## PROMPT
Only lines with the word "screenshot" are needed; collect each of them from the listing below.

++++ MATERIAL FOR THIS TASK ++++

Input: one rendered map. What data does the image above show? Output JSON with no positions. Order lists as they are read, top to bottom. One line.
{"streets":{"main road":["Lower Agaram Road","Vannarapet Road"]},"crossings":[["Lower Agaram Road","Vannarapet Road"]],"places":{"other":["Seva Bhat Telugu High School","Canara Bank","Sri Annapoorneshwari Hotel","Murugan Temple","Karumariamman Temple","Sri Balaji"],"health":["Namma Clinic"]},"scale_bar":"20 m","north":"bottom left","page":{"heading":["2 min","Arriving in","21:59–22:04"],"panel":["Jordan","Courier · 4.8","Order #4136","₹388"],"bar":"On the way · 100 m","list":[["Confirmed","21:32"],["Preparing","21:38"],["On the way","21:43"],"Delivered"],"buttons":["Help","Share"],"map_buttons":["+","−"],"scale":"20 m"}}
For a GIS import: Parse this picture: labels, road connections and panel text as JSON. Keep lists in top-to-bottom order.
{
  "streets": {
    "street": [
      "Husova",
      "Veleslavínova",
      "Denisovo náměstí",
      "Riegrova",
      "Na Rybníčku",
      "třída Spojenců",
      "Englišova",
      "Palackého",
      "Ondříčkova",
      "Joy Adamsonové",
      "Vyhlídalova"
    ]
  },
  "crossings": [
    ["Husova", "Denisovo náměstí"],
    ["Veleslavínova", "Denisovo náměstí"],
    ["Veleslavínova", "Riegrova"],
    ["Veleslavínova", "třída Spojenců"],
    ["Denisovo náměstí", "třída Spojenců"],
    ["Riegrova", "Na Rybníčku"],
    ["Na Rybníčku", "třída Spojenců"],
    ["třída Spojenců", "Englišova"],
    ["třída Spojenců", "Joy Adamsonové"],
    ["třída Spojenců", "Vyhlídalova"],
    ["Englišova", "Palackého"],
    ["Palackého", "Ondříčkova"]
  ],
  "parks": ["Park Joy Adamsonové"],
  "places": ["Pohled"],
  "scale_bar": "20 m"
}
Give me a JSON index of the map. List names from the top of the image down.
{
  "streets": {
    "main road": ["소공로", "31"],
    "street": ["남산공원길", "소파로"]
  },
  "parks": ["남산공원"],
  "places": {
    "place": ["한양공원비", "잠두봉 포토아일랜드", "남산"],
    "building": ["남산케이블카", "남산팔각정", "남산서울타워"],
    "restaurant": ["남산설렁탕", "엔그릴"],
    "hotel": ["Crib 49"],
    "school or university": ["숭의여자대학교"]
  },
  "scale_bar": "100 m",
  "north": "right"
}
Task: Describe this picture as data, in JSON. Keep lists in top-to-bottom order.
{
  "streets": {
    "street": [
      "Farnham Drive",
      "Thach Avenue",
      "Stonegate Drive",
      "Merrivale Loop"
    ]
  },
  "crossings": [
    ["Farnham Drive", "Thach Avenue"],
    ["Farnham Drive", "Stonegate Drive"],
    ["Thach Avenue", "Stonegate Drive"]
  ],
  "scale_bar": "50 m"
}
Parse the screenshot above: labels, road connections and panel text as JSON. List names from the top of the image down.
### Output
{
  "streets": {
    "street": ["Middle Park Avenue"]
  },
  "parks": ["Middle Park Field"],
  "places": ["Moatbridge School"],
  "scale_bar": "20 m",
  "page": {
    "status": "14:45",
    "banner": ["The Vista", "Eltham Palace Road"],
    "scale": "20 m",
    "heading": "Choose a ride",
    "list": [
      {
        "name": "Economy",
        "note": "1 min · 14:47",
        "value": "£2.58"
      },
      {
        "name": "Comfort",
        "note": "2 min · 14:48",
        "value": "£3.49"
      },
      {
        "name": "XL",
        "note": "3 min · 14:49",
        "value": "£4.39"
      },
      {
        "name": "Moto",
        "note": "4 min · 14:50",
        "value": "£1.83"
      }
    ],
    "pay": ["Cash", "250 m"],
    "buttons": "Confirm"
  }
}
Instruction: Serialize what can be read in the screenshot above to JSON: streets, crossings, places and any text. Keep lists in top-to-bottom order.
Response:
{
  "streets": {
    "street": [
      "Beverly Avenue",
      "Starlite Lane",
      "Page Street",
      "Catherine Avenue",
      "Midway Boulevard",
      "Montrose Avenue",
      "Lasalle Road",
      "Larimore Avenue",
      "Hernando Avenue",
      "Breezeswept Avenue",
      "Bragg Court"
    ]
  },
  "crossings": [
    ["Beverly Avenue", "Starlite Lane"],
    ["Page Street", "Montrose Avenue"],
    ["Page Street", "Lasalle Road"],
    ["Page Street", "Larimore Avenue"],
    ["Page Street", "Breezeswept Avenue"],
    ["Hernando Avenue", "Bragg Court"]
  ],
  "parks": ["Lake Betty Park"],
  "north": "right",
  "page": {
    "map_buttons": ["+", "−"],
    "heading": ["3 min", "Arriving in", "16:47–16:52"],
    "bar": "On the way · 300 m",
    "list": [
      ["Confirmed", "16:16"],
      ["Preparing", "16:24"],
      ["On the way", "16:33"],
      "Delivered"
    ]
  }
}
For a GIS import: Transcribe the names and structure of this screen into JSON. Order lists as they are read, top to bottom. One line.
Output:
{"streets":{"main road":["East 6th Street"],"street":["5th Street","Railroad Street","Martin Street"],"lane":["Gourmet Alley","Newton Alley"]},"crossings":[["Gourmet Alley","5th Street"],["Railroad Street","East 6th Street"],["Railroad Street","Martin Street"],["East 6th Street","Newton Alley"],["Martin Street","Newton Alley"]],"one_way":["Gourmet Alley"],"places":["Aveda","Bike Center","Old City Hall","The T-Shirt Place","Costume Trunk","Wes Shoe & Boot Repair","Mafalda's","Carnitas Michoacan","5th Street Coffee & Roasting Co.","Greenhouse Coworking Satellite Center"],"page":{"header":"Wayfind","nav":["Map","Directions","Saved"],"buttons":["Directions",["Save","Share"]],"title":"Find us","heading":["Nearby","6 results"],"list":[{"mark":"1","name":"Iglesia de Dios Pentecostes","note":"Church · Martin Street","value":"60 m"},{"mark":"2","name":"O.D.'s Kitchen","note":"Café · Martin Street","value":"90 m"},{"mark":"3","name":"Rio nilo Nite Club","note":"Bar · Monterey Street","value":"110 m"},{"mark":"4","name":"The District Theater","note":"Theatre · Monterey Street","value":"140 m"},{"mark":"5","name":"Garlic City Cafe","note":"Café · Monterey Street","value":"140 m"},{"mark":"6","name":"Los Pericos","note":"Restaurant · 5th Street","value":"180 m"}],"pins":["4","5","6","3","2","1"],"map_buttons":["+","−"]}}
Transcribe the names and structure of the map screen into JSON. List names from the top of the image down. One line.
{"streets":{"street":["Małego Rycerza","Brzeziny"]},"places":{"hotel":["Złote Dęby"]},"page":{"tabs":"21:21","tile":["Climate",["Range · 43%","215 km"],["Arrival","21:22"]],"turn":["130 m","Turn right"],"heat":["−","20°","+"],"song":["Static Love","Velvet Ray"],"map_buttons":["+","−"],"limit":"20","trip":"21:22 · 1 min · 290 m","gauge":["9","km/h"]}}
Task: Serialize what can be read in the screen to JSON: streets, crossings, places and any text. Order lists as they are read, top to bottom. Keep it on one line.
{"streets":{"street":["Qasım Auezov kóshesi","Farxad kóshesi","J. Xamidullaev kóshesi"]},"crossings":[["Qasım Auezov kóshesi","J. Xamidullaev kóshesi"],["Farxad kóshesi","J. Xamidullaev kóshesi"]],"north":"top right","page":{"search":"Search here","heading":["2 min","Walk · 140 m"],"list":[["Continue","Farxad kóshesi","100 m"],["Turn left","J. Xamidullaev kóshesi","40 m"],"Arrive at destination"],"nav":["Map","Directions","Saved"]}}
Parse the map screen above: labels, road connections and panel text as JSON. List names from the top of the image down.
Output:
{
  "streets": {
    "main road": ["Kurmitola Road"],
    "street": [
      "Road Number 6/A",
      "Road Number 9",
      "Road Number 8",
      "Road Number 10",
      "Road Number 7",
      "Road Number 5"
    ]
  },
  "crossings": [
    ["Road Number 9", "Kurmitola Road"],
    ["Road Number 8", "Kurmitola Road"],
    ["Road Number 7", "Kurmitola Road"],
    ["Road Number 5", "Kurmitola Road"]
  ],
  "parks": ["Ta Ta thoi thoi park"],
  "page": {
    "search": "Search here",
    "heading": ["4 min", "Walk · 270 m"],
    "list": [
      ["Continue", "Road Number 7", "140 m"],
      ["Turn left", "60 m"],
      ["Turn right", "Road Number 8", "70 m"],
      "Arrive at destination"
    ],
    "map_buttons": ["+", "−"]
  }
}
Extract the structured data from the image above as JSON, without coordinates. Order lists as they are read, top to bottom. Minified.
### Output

++++

## TASK RESPONSE
Parse the screenshot above: labels, road connections and panel text as JSON. List names from the top of the image down.
Instruction: Serialize what can be read in the screenshot above to JSON: streets, crossings, places and any text. Keep lists in top-to-bottom order.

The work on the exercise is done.